African textiles are sought after for their aesthetic and functional qualities but also their bright colours, and complex patterns and “enticing array of textures” (African Interweave, Textile Diasporas 13). Traders, designers, consumers and artists appropriate and determine their own interpretations, and culture-specific meanings onto African textiles which have shifted its meanings as it becomes more transnational and transcultural. The textiles in turn will continue to appropriate notions of authenticity and identity on to it and on all those who are willing to use it to determine what and where is home. It will also be a bridge in cross-cultural relations in a quickly globalizing world where meanings continue to shift.
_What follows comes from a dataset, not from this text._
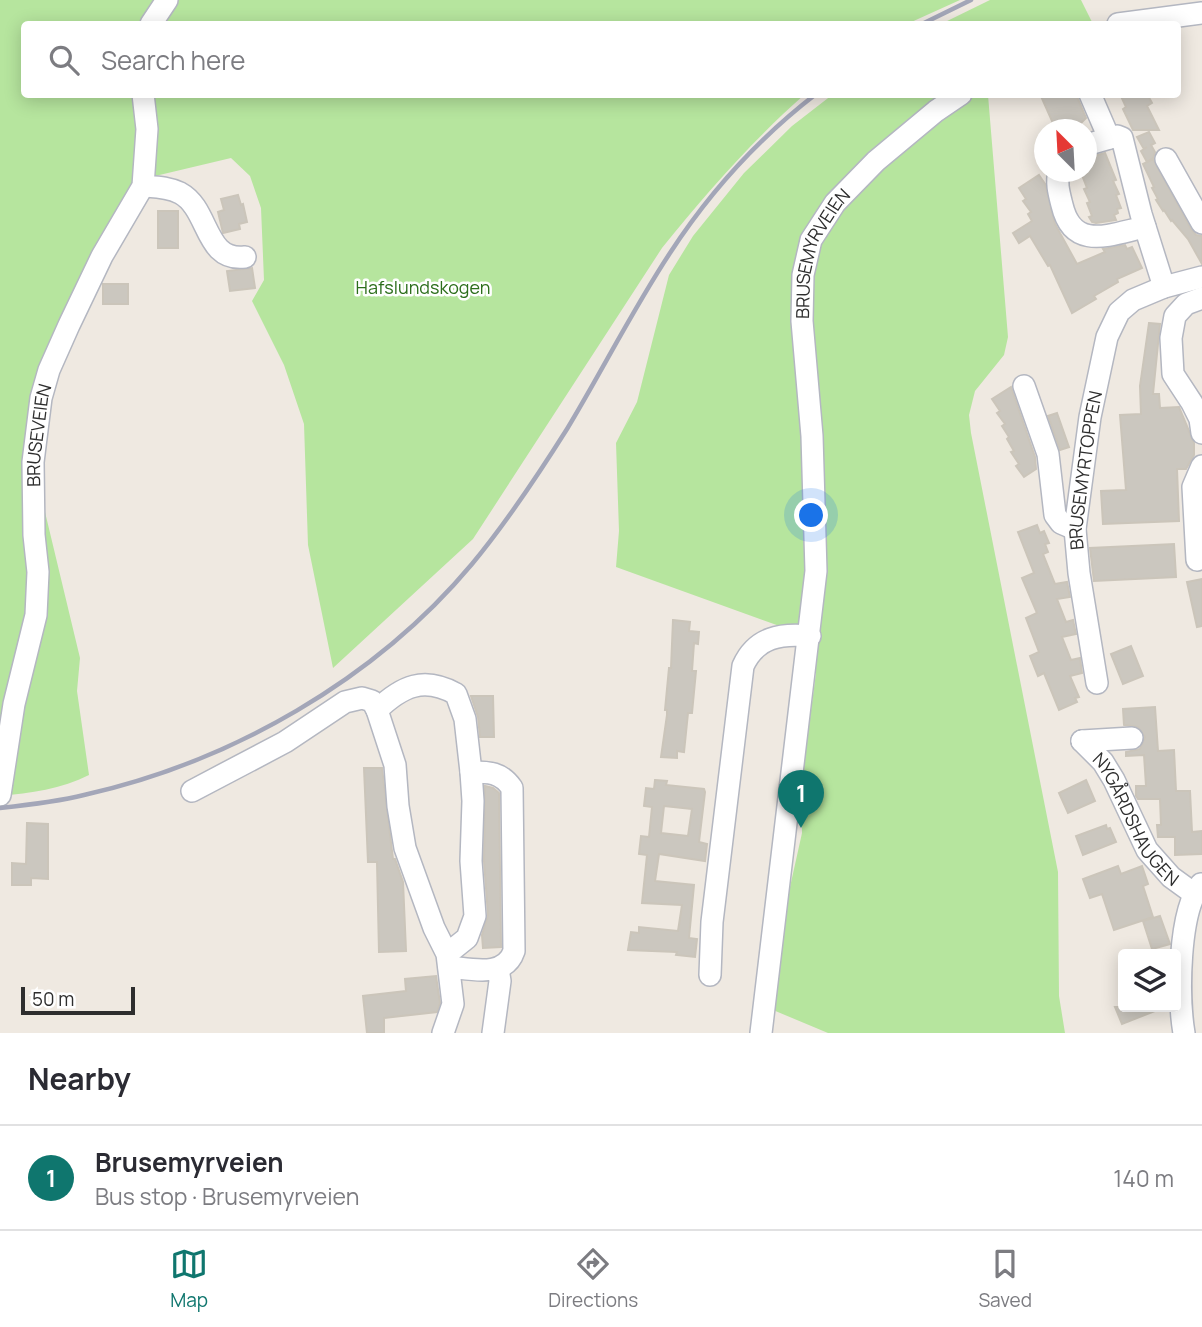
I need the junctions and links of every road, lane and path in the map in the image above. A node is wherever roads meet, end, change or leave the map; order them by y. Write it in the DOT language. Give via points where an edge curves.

The first time I saw African wax prints I thought they were garish and ugly. They seemed more like fabrics one would use for decoration rather than clothing. Therefore, I mentally rejected them. Another reason I rejected them was that they did not look at all like the African indigenous fabrics I saw in books. The indigenous fabrics had colours that were much softer on the eyes and the designs much more cohesive feeling to them. I also did not pay much attention to them because Jamaicans did not wear them unless they knew someone from Africa who would gift clothes made from the fabrics or if they were married to an African. Therefore, when I discovered Yinka Shonibare’s work in my art history program, I learned for the first time what African wax prints were, its history and connection to Africa. Just as Shonibare explores and questions the existing narrative regarding authenticity and identity using these prints as a metaphor, I will examine some of his works and the theories of Igor Kopytoff, Nalini Shankar, and Schamberger, along with N. Thomas and Dafna Hirsch and others to clarify what is considered authentic and how it speaks to identity in the African diaspora.
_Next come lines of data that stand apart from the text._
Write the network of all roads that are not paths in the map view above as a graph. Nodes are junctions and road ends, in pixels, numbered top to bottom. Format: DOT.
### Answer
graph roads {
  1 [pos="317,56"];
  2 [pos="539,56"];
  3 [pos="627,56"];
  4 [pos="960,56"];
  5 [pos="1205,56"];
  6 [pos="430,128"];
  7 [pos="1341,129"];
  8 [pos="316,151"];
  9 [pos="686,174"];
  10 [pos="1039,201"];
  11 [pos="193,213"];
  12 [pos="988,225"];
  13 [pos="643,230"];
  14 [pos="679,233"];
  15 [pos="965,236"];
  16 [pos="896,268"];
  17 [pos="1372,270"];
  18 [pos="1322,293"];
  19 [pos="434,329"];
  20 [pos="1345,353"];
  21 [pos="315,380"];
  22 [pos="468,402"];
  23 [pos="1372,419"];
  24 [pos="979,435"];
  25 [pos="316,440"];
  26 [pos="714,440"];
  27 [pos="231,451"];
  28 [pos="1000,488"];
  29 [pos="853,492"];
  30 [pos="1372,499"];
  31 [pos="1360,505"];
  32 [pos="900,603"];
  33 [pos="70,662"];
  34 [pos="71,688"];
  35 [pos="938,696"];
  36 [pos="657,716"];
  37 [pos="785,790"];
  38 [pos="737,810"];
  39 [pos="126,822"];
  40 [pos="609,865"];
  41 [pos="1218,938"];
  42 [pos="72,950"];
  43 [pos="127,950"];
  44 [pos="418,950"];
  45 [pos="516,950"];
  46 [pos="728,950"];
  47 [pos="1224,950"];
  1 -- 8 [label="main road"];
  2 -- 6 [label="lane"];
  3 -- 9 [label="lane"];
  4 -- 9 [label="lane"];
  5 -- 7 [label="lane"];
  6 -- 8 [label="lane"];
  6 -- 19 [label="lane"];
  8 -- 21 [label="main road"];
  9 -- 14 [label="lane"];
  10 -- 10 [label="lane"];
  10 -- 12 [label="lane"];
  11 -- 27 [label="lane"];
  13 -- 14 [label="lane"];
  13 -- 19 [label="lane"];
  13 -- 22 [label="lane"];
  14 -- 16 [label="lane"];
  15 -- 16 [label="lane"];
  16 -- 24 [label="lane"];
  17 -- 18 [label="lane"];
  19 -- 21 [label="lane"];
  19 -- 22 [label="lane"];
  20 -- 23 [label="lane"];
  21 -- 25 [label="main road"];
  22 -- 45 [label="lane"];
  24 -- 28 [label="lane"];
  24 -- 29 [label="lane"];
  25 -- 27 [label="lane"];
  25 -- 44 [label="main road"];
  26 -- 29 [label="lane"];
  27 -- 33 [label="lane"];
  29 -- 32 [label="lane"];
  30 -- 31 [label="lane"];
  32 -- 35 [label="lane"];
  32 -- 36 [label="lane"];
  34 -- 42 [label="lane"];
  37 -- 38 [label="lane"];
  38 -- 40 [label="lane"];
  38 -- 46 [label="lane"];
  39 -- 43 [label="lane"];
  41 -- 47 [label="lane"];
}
My question regarding African wax prints are who decides what authentic African fabric is? Most people do not know the history of African wax print fabrics. Like myself I assumed it was of African origin because it is so widely worn by West Africans. I would like to correct this misconception and clarify how it came to be ‘African’ and why and how the African diasporic community incorporates the cloth in its perceptions of Africa.
What role does Afro-European history play in this authenticity and how does this affect African diasporic identity? Here I want to provide an understanding of how and why the Europeans came to be the exporters of the African wax print into Africa and how it affected to traditional production of textiles. Also how the fabric was received. It is also interesting that the ‘middlemen’ used to sell this product were largely women and how this product was marketed by them in Africa. I also want to explore how this affects the diasporic African community whether or not they know of this history and their response.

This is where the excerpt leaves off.